> **WHAT IS REQUIRED**: Could you transcribe all of the data word for word?

============================================================

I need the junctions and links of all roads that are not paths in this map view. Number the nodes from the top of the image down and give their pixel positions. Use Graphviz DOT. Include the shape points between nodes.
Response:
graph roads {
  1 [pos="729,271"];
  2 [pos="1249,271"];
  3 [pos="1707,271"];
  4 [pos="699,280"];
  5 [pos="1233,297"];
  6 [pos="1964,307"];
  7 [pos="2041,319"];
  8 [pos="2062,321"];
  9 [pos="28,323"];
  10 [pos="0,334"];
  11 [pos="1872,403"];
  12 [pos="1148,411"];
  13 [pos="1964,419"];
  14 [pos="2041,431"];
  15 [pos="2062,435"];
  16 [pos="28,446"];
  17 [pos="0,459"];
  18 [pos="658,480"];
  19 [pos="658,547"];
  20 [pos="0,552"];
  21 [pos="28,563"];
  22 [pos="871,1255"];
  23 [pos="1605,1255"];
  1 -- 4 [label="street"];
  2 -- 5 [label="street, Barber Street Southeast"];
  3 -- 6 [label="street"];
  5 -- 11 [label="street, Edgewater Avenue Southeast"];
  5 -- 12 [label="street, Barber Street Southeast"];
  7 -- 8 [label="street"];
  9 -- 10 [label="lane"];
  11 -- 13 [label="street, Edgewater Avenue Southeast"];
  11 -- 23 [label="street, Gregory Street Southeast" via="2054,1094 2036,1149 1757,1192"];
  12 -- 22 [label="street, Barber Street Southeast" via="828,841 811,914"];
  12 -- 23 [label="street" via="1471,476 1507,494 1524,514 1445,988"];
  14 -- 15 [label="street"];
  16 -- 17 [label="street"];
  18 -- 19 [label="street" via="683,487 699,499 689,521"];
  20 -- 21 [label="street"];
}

============================================================

> **ANSWER FOR THE TASK**:
I need the junctions and links of all roads that are not paths in this map view. Number the nodes from the top of the image down and give their pixel positions. Use Graphviz DOT. Include the shape points between nodes.
Response:
graph roads {
  1 [pos="729,271"];
  2 [pos="1249,271"];
  3 [pos="1707,271"];
  4 [pos="699,280"];
  5 [pos="1233,297"];
  6 [pos="1964,307"];
  7 [pos="2041,319"];
  8 [pos="2062,321"];
  9 [pos="28,323"];
  10 [pos="0,334"];
  11 [pos="1872,403"];
  12 [pos="1148,411"];
  13 [pos="1964,419"];
  14 [pos="2041,431"];
  15 [pos="2062,435"];
  16 [pos="28,446"];
  17 [pos="0,459"];
  18 [pos="658,480"];
  19 [pos="658,547"];
  20 [pos="0,552"];
  21 [pos="28,563"];
  22 [pos="871,1255"];
  23 [pos="1605,1255"];
  1 -- 4 [label="street"];
  2 -- 5 [label="street, Barber Street Southeast"];
  3 -- 6 [label="street"];
  5 -- 11 [label="street, Edgewater Avenue Southeast"];
  5 -- 12 [label="street, Barber Street Southeast"];
  7 -- 8 [label="street"];
  9 -- 10 [label="lane"];
  11 -- 13 [label="street, Edgewater Avenue Southeast"];
  11 -- 23 [label="street, Gregory Street Southeast" via="2054,1094 2036,1149 1757,1192"];
  12 -- 22 [label="street, Barber Street Southeast" via="828,841 811,914"];
  12 -- 23 [label="street" via="1471,476 1507,494 1524,514 1445,988"];
  14 -- 15 [label="street"];
  16 -- 17 [label="street"];
  18 -- 19 [label="street" via="683,487 699,499 689,521"];
  20 -- 21 [label="street"];
}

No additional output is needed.